Franz Glaser wurde am 30. Juli 1938 in Aufhofen (Schemmerhofen) im Landkreis Biberach geboren. Nach der Priesterweihe am 18. Juli 1965 in Riedlingen und seinen Vikarsjahren in Bolheim, Stuttgart-Rot und Urach wurde er im Juni 1970 Stadtpfarrer von Urach. Von 1977 bis 1982 wirkte er als Pfarrer in Baindt (Kreis Ravensburg) und als Studentenseelsorger an der Pädagogischen Hochschule Weingarten.

Im November 1982 kam er als Pfarrer an die Pfarrei St. Blasius in Ehingen an der Donau, zu der auch die Betreuung der Gemeinde Nasgenstadt gehörte. Im Laufe der folgenden Jahre kamen zusätzliche Aufgaben als Pfarrverweser in Altsteußlingen und Gamerschwang dazu. Im Oktober 1984 wurde Glaser zum Kreisdekan des Alb-Donau-Kreises gewählt und übte dieses Amt bis Juli 1996 aus. Parallel dazu, von Ende 1990 bis 1997, war er Dekan des Dekanats Ehingen. Im September 1997 berief ihn der damalige Bischof Walter Kasper als Domkapitular nach Rottenburg und übertrug ihm die Verantwortung für das gesamte in der Seelsorge der Diözese tätige Personal.
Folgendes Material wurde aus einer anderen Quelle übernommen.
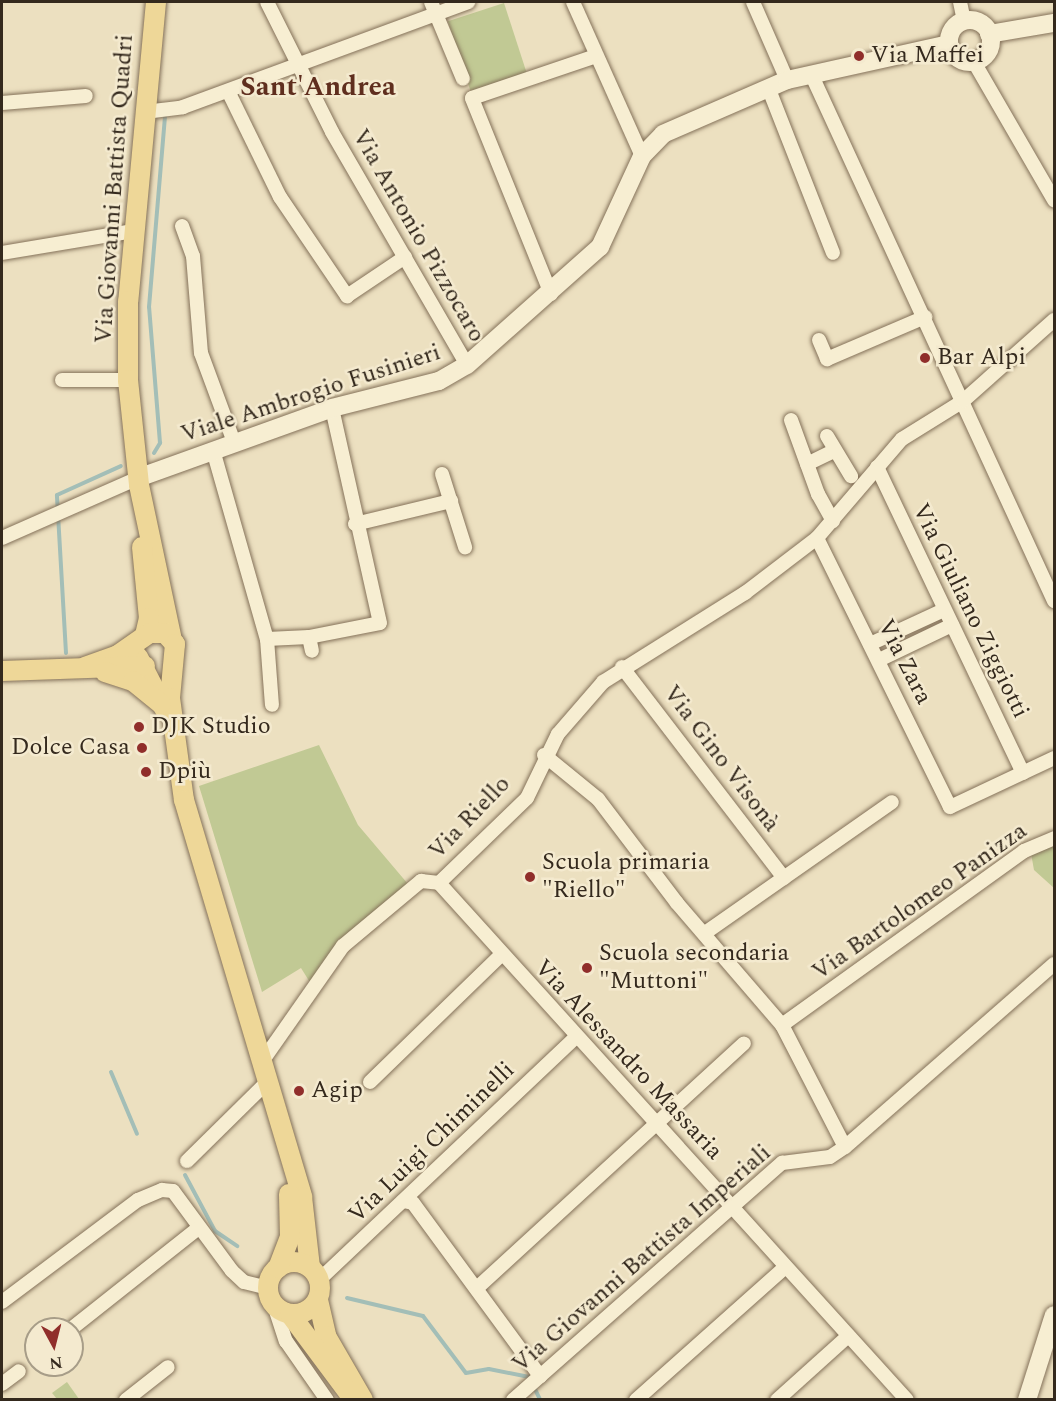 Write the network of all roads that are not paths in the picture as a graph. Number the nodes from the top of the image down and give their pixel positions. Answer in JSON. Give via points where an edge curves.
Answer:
{"nodes":[{"id":1,"x":156,"y":2,"type":"edge"},
{"id":2,"x":267,"y":2,"type":"edge"},
{"id":3,"x":468,"y":2,"type":"edge"},
{"id":4,"x":573,"y":2,"type":"edge"},
{"id":5,"x":753,"y":2,"type":"edge"},
{"id":6,"x":960,"y":2,"type":"edge"},
{"id":7,"x":433,"y":7,"type":"edge"},
{"id":8,"x":964,"y":21,"type":"junction"},
{"id":9,"x":1054,"y":24,"type":"edge"},
{"id":10,"x":989,"y":34,"type":"junction"},
{"id":11,"x":949,"y":44,"type":"junction"},
{"id":12,"x":596,"y":56,"type":"junction"},
{"id":13,"x":294,"y":62,"type":"junction"},
{"id":14,"x":974,"y":62,"type":"junction"},
{"id":15,"x":464,"y":78,"type":"dead end"},
{"id":16,"x":813,"y":78,"type":"junction"},
{"id":17,"x":786,"y":80,"type":"junction"},
{"id":18,"x":768,"y":87,"type":"junction"},
{"id":19,"x":228,"y":91,"type":"junction"},
{"id":20,"x":86,"y":96,"type":"dead end"},
{"id":21,"x":2,"y":103,"type":"edge"},
{"id":22,"x":145,"y":112,"type":"junction"},
{"id":23,"x":642,"y":156,"type":"junction"},
{"id":24,"x":1054,"y":200,"type":"edge"},
{"id":25,"x":182,"y":226,"type":"dead end"},
{"id":26,"x":134,"y":231,"type":"junction"},
{"id":27,"x":2,"y":253,"type":"edge"},
{"id":28,"x":833,"y":253,"type":"dead end"},
{"id":29,"x":405,"y":257,"type":"junction"},
{"id":30,"x":551,"y":294,"type":"junction"},
{"id":31,"x":925,"y":317,"type":"junction"},
{"id":32,"x":1054,"y":320,"type":"edge"},
{"id":33,"x":819,"y":340,"type":"dead end"},
{"id":34,"x":467,"y":365,"type":"junction"},
{"id":35,"x":62,"y":380,"type":"dead end"},
{"id":36,"x":128,"y":380,"type":"junction"},
{"id":37,"x":963,"y":401,"type":"junction"},
{"id":38,"x":332,"y":408,"type":"junction"},
{"id":39,"x":791,"y":420,"type":"dead end"},
{"id":40,"x":827,"y":436,"type":"dead end"},
{"id":41,"x":234,"y":442,"type":"junction"},
{"id":42,"x":213,"y":450,"type":"junction"},
{"id":43,"x":834,"y":451,"type":"junction"},
{"id":44,"x":807,"y":464,"type":"junction"},
{"id":45,"x":877,"y":467,"type":"junction"},
{"id":46,"x":442,"y":474,"type":"dead end"},
{"id":47,"x":851,"y":476,"type":"dead end"},
{"id":48,"x":139,"y":481,"type":"junction"},
{"id":49,"x":451,"y":501,"type":"junction"},
{"id":50,"x":833,"y":521,"type":"junction"},
{"id":51,"x":355,"y":524,"type":"junction"},
{"id":52,"x":2,"y":538,"type":"edge"},
{"id":53,"x":817,"y":538,"type":"junction"},
{"id":54,"x":465,"y":547,"type":"dead end"},
{"id":55,"x":1054,"y":601,"type":"edge"},
{"id":56,"x":944,"y":610,"type":"junction"},
{"id":57,"x":952,"y":625,"type":"junction"},
{"id":58,"x":143,"y":638,"type":"junction"},
{"id":59,"x":267,"y":639,"type":"junction"},
{"id":60,"x":870,"y":644,"type":"junction"},
{"id":61,"x":173,"y":650,"type":"junction"},
{"id":62,"x":879,"y":660,"type":"junction"},
{"id":63,"x":146,"y":667,"type":"junction"},
{"id":64,"x":622,"y":667,"type":"junction"},
{"id":65,"x":92,"y":668,"type":"junction"},
{"id":66,"x":2,"y":671,"type":"edge"},
{"id":67,"x":272,"y":705,"type":"dead end"},
{"id":68,"x":163,"y":706,"type":"junction"},
{"id":69,"x":173,"y":735,"type":"junction"},
{"id":70,"x":544,"y":755,"type":"junction"},
{"id":71,"x":1054,"y":758,"type":"edge"},
{"id":72,"x":1023,"y":773,"type":"junction"},
{"id":73,"x":892,"y":802,"type":"dead end"},
{"id":74,"x":1054,"y":838,"type":"edge"},
{"id":75,"x":784,"y":878,"type":"junction"},
{"id":76,"x":439,"y":883,"type":"junction"},
{"id":77,"x":705,"y":933,"type":"junction"},
{"id":78,"x":501,"y":956,"type":"junction"},
{"id":79,"x":1054,"y":964,"type":"edge"},
{"id":80,"x":782,"y":1025,"type":"junction"},
{"id":81,"x":576,"y":1037,"type":"junction"},
{"id":82,"x":744,"y":1043,"type":"dead end"},
{"id":83,"x":261,"y":1063,"type":"junction"},
{"id":84,"x":370,"y":1082,"type":"dead end"},
{"id":85,"x":266,"y":1083,"type":"junction"},
{"id":86,"x":656,"y":1123,"type":"junction"},
{"id":87,"x":845,"y":1147,"type":"junction"},
{"id":88,"x":286,"y":1152,"type":"junction"},
{"id":89,"x":187,"y":1161,"type":"dead end"},
{"id":90,"x":404,"y":1201,"type":"junction"},
{"id":91,"x":731,"y":1206,"type":"junction"},
{"id":92,"x":197,"y":1229,"type":"junction"},
{"id":93,"x":278,"y":1268,"type":"junction"},
{"id":94,"x":783,"y":1269,"type":"junction"},
{"id":95,"x":314,"y":1273,"type":"junction"},
{"id":96,"x":477,"y":1288,"type":"junction"},
{"id":97,"x":318,"y":1300,"type":"junction"},
{"id":98,"x":2,"y":1302,"type":"edge"},
{"id":99,"x":277,"y":1302,"type":"junction"},
{"id":100,"x":1054,"y":1315,"type":"edge"},
{"id":101,"x":84,"y":1319,"type":"edge"},
{"id":102,"x":848,"y":1336,"type":"junction"},
{"id":103,"x":168,"y":1367,"type":"dead end"},
{"id":104,"x":19,"y":1371,"type":"dead end"},
{"id":105,"x":540,"y":1376,"type":"junction"},
{"id":106,"x":2,"y":1384,"type":"edge"},
{"id":107,"x":518,"y":1398,"type":"edge"},
{"id":108,"x":902,"y":1398,"type":"edge"},
{"id":109,"x":126,"y":1400,"type":"edge"},
{"id":110,"x":327,"y":1400,"type":"edge"},
{"id":111,"x":353,"y":1400,"type":"edge"},
{"id":112,"x":363,"y":1400,"type":"edge"},
{"id":113,"x":636,"y":1400,"type":"edge"},
{"id":114,"x":777,"y":1400,"type":"edge"},
{"id":115,"x":1027,"y":1400,"type":"edge"}],
"edges":[{"from":1,"to":22,"type":"main road","name":"Via Giovanni Battista Quadri"},
{"from":2,"to":13,"type":"street","name":"Via Antonio Pizzocaro"},
{"from":3,"to":7,"type":"street"},
{"from":4,"to":12,"type":"street"},
{"from":5,"to":17,"type":"street"},
{"from":6,"to":8,"type":"street"},
{"from":7,"to":13,"type":"street"},
{"from":7,"to":15,"type":"street"},
{"from":8,"to":10,"type":"street","via":[[976,21]]},
{"from":8,"to":11,"type":"street","via":[[954,27]]},
{"from":9,"to":10,"type":"street"},
{"from":10,"to":14,"type":"street","via":[[987,53]]},
{"from":11,"to":14,"type":"street","via":[[960,60]]},
{"from":11,"to":16,"type":"street","name":"Viale Ambrogio Fusinieri"},
{"from":12,"to":23,"type":"street"},
{"from":12,"to":30,"type":"street","via":[[472,98]]},
{"from":13,"to":19,"type":"street"},
{"from":13,"to":29,"type":"street","name":"Via Antonio Pizzocaro"},
{"from":14,"to":24,"type":"street"},
{"from":16,"to":17,"type":"street","name":"Viale Ambrogio Fusinieri"},
{"from":16,"to":31,"type":"street"},
{"from":17,"to":18,"type":"street","name":"Viale Ambrogio Fusinieri"},
{"from":18,"to":23,"type":"street","name":"Viale Ambrogio Fusinieri","via":[[694,116],[663,134]]},
{"from":18,"to":28,"type":"street"},
{"from":19,"to":22,"type":"street","via":[[183,107]]},
{"from":19,"to":29,"type":"street","via":[[280,197],[347,297]]},
{"from":20,"to":21,"type":"street"},
{"from":22,"to":26,"type":"main road","name":"Via Giovanni Battista Quadri"},
{"from":23,"to":30,"type":"street","name":"Viale Ambrogio Fusinieri","via":[[611,233]]},
{"from":25,"to":41,"type":"street","via":[[193,256],[201,353]]},
{"from":26,"to":27,"type":"street"},
{"from":26,"to":36,"type":"main road","name":"Via Giovanni Battista Quadri"},
{"from":29,"to":34,"type":"street","name":"Via Antonio Pizzocaro"},
{"from":30,"to":34,"type":"street","name":"Viale Ambrogio Fusinieri"},
{"from":31,"to":33,"type":"street","via":[[827,359]]},
{"from":31,"to":37,"type":"street"},
{"from":32,"to":37,"type":"street","name":"Via Riello"},
{"from":34,"to":38,"type":"street","name":"Viale Ambrogio Fusinieri","via":[[439,381]]},
{"from":35,"to":36,"type":"street","name":"Via Giovanni Battista Quadri"},
{"from":36,"to":48,"type":"main road","name":"Via Giovanni Battista Quadri"},
{"from":37,"to":45,"type":"street","name":"Via Riello","via":[[902,440]]},
{"from":37,"to":55,"type":"street"},
{"from":38,"to":41,"type":"street","name":"Viale Ambrogio Fusinieri"},
{"from":38,"to":51,"type":"street"},
{"from":39,"to":44,"type":"street"},
{"from":40,"to":43,"type":"street"},
{"from":41,"to":42,"type":"street","name":"Viale Ambrogio Fusinieri"},
{"from":42,"to":48,"type":"street","name":"Viale Ambrogio Fusinieri"},
{"from":42,"to":59,"type":"street"},
{"from":43,"to":44,"type":"street"},
{"from":43,"to":47,"type":"street"},
{"from":44,"to":50,"type":"street"},
{"from":45,"to":50,"type":"street","name":"Via Riello"},
{"from":45,"to":56,"type":"street","name":"Via Giuliano Ziggiotti"},
{"from":46,"to":49,"type":"street"},
{"from":48,"to":52,"type":"street","name":"Viale Ambrogio Fusinieri"},
{"from":48,"to":58,"type":"main road","via":[[149,618]]},
{"from":48,"to":61,"type":"main road","name":"Via Giovanni Battista Quadri"},
{"from":49,"to":51,"type":"street"},
{"from":49,"to":54,"type":"street"},
{"from":50,"to":53,"type":"street","name":"Via Riello"},
{"from":51,"to":59,"type":"street","via":[[380,623],[310,644]]},
{"from":53,"to":60,"type":"street","name":"Via Zara"},
{"from":53,"to":64,"type":"street","name":"Via Riello","via":[[745,593]]},
{"from":56,"to":57,"type":"street","name":"Via Giuliano Ziggiotti"},
{"from":56,"to":60,"type":"street"},
{"from":57,"to":62,"type":"street"},
{"from":57,"to":72,"type":"street","name":"Via Giuliano Ziggiotti"},
{"from":58,"to":61,"type":"main road","via":[[160,632]]},
{"from":58,"to":63,"type":"main road","via":[[137,651]]},
{"from":58,"to":65,"type":"main road"},
{"from":59,"to":67,"type":"street"},
{"from":60,"to":62,"type":"street","name":"Via Zara"},
{"from":61,"to":63,"type":"main road","via":[[165,668]]},
{"from":61,"to":69,"type":"main road","name":"Via Giovanni Battista Quadri"},
{"from":62,"to":72,"type":"street","name":"Via Zara","via":[[950,807]]},
{"from":63,"to":65,"type":"main road"},
{"from":63,"to":68,"type":"main road"},
{"from":64,"to":70,"type":"street","name":"Via Riello","via":[[585,700]]},
{"from":64,"to":75,"type":"street","name":"Via Gino Visonà"},
{"from":65,"to":66,"type":"main road"},
{"from":65,"to":68,"type":"main road","via":[[133,681]]},
{"from":68,"to":69,"type":"main road"},
{"from":69,"to":83,"type":"main road","name":"Via Giovanni Battista Quadri","via":[[184,800]]},
{"from":70,"to":76,"type":"street","name":"Via Riello","via":[[527,798]]},
{"from":70,"to":77,"type":"street","via":[[598,799]]},
{"from":71,"to":72,"type":"street"},
{"from":73,"to":75,"type":"street"},
{"from":74,"to":80,"type":"street","name":"Via Bartolomeo Panizza","via":[[1024,851]]},
{"from":75,"to":77,"type":"street"},
{"from":76,"to":78,"type":"street","name":"Via Alessandro Massaria"},
{"from":76,"to":83,"type":"street","name":"Via Riello","via":[[421,881],[343,946]]},
{"from":77,"to":80,"type":"street"},
{"from":78,"to":81,"type":"street","name":"Via Alessandro Massaria"},
{"from":78,"to":84,"type":"street"},
{"from":79,"to":87,"type":"street","name":"Via Giovanni Battista Imperiali"},
{"from":80,"to":87,"type":"street"},
{"from":81,"to":86,"type":"street","name":"Via Alessandro Massaria"},
{"from":81,"to":90,"type":"street","name":"Via Luigi Chiminelli"},
{"from":82,"to":86,"type":"street"},
{"from":83,"to":85,"type":"main road","name":"Via Giovanni Battista Quadri"},
{"from":85,"to":88,"type":"main road","name":"Via Giovanni Battista Quadri"},
{"from":85,"to":89,"type":"street"},
{"from":86,"to":91,"type":"street","name":"Via Alessandro Massaria"},
{"from":86,"to":96,"type":"street"},
{"from":87,"to":91,"type":"street","name":"Via Giovanni Battista Imperiali","via":[[830,1156],[782,1163]]},
{"from":88,"to":93,"type":"main road","name":"Via Giovanni Battista Quadri","via":[[290,1226]]},
{"from":88,"to":95,"type":"main road","name":"Via Giovanni Battista Quadri","via":[[302,1197]]},
{"from":90,"to":95,"type":"street","name":"Via Luigi Chiminelli"},
{"from":90,"to":96,"type":"street","via":[[413,1203]]},
{"from":91,"to":94,"type":"street","name":"Via Alessandro Massaria"},
{"from":91,"to":105,"type":"street","name":"Via Giovanni Battista Imperiali"},
{"from":92,"to":98,"type":"street","via":[[173,1191],[162,1190],[138,1200]]},
{"from":92,"to":99,"type":"street","via":[[244,1282]]},
{"from":92,"to":101,"type":"street"},
{"from":93,"to":95,"type":"main road","via":[[294,1262]]},
{"from":93,"to":99,"type":"main road","name":"Via Giovanni Battista Quadri"},
{"from":94,"to":102,"type":"street","name":"Via Alessandro Massaria"},
{"from":94,"to":113,"type":"street"},
{"from":95,"to":97,"type":"main road","name":"Via Giovanni Battista Quadri"},
{"from":96,"to":105,"type":"street"},
{"from":97,"to":99,"type":"main road","via":[[306,1311]]},
{"from":97,"to":112,"type":"main road","name":"Via Giovanni Battista Quadri","via":[[326,1335]]},
{"from":99,"to":110,"type":"street","via":[[286,1341]]},
{"from":99,"to":111,"type":"main road"},
{"from":100,"to":115,"type":"street"},
{"from":102,"to":108,"type":"street","name":"Via Alessandro Massaria"},
{"from":102,"to":114,"type":"street"},
{"from":103,"to":109,"type":"street"},
{"from":104,"to":106,"type":"street"},
{"from":105,"to":107,"type":"street","name":"Via Giovanni Battista Imperiali"}]}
Seinen Ruhestand verbrachte Glaser ab 2009 in Untermarchtal.

Requiem und Beisetzung von Prälat Franz Glaser finden am 3. April 2024 um 10.30 Uhr in Schemmerhofen statt.

Livestream Requiem und Beerdigung in Schemmerhofen

Die Seelsorgeeinheit Schemmerhofen überträgt das Requiem für Prälat Franz Glaser und die anschließende Beerdigung am Mittwoch, 3. April ab 10.30 Uhr live in ihrem YouTube-Kanal.